(EXERCISE GOAL)
In the records that follow, how many lines contain the word "dead"? Give only that figure.

(EXERCISE DATA)
================================
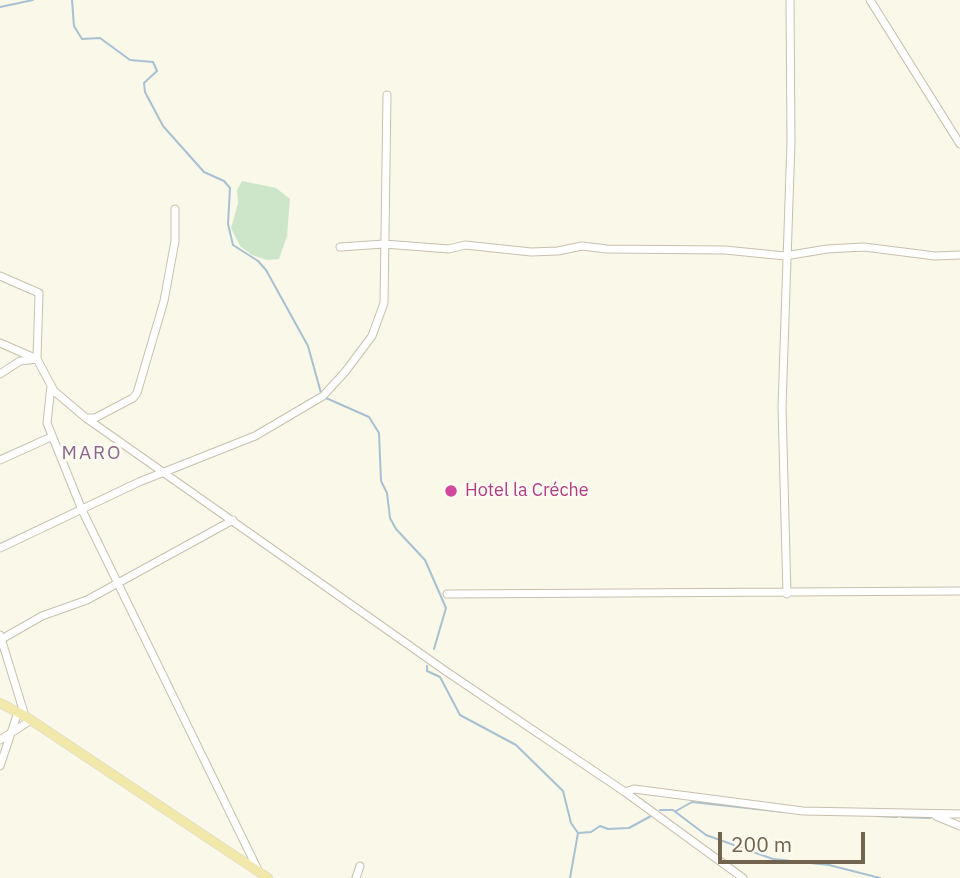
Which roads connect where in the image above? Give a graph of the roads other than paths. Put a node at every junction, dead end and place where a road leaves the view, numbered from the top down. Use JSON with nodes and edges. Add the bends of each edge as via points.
{"nodes":[{"id":1,"x":790,"y":0,"type":"edge"},
{"id":2,"x":870,"y":0,"type":"edge"},
{"id":3,"x":387,"y":95,"type":"dead end"},
{"id":4,"x":960,"y":144,"type":"edge"},
{"id":5,"x":174,"y":209,"type":"dead end"},
{"id":6,"x":384,"y":244,"type":"junction"},
{"id":7,"x":340,"y":247,"type":"dead end"},
{"id":8,"x":960,"y":255,"type":"edge"},
{"id":9,"x":785,"y":256,"type":"junction"},
{"id":10,"x":0,"y":276,"type":"edge"},
{"id":11,"x":0,"y":344,"type":"edge"},
{"id":12,"x":37,"y":359,"type":"junction"},
{"id":13,"x":0,"y":374,"type":"edge"},
{"id":14,"x":51,"y":386,"type":"junction"},
{"id":15,"x":86,"y":418,"type":"junction"},
{"id":16,"x":51,"y":436,"type":"junction"},
{"id":17,"x":0,"y":460,"type":"edge"},
{"id":18,"x":163,"y":473,"type":"junction"},
{"id":19,"x":82,"y":510,"type":"junction"},
{"id":20,"x":233,"y":520,"type":"junction"},
{"id":21,"x":0,"y":548,"type":"edge"},
{"id":22,"x":115,"y":582,"type":"junction"},
{"id":23,"x":960,"y":592,"type":"edge"},
{"id":24,"x":447,"y":594,"type":"dead end"},
{"id":25,"x":787,"y":594,"type":"junction"},
{"id":26,"x":1,"y":639,"type":"edge"},
{"id":27,"x":0,"y":704,"type":"edge"},
{"id":28,"x":25,"y":716,"type":"junction"},
{"id":29,"x":4,"y":738,"type":"edge"},
{"id":30,"x":0,"y":766,"type":"edge"},
{"id":31,"x":625,"y":792,"type":"junction"},
{"id":32,"x":960,"y":814,"type":"edge"},
{"id":33,"x":932,"y":815,"type":"junction"},
{"id":34,"x":960,"y":826,"type":"edge"},
{"id":35,"x":360,"y":866,"type":"dead end"},
{"id":36,"x":263,"y":875,"type":"edge"},
{"id":37,"x":356,"y":878,"type":"edge"},
{"id":38,"x":743,"y":878,"type":"edge"}],
"edges":[{"from":1,"to":9,"type":"street","via":[[791,142]]},
{"from":2,"to":4,"type":"street"},
{"from":3,"to":6,"type":"street"},
{"from":5,"to":15,"type":"street","via":[[175,240],[164,301],[137,393],[95,418]]},
{"from":6,"to":7,"type":"street"},
{"from":6,"to":9,"type":"street","via":[[531,252],[582,246],[725,250]]},
{"from":6,"to":18,"type":"street","via":[[382,316],[332,387],[255,436]]},
{"from":8,"to":9,"type":"street","via":[[864,247]]},
{"from":9,"to":25,"type":"street","via":[[782,407]]},
{"from":10,"to":12,"type":"street","via":[[39,293]]},
{"from":11,"to":12,"type":"street"},
{"from":12,"to":13,"type":"street","via":[[20,361]]},
{"from":12,"to":14,"type":"street"},
{"from":14,"to":15,"type":"street"},
{"from":14,"to":16,"type":"street","via":[[47,423]]},
{"from":15,"to":18,"type":"street"},
{"from":16,"to":17,"type":"street"},
{"from":16,"to":19,"type":"street"},
{"from":18,"to":19,"type":"street"},
{"from":18,"to":20,"type":"street"},
{"from":19,"to":21,"type":"street"},
{"from":19,"to":22,"type":"street"},
{"from":20,"to":22,"type":"street"},
{"from":20,"to":31,"type":"street","via":[[447,673]]},
{"from":22,"to":26,"type":"street","via":[[87,600],[42,616]]},
{"from":22,"to":36,"type":"street"},
{"from":23,"to":25,"type":"street"},
{"from":24,"to":25,"type":"street"},
{"from":26,"to":28,"type":"street"},
{"from":27,"to":28,"type":"main road"},
{"from":28,"to":29,"type":"street"},
{"from":28,"to":29,"type":"street"},
{"from":28,"to":36,"type":"main road"},
{"from":29,"to":30,"type":"street"},
{"from":31,"to":33,"type":"street","via":[[634,789],[803,811]]},
{"from":31,"to":38,"type":"street"},
{"from":32,"to":33,"type":"street"},
{"from":33,"to":34,"type":"street"},
{"from":35,"to":37,"type":"street"}]}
================================
(ANSWER FOR THE TASK)
6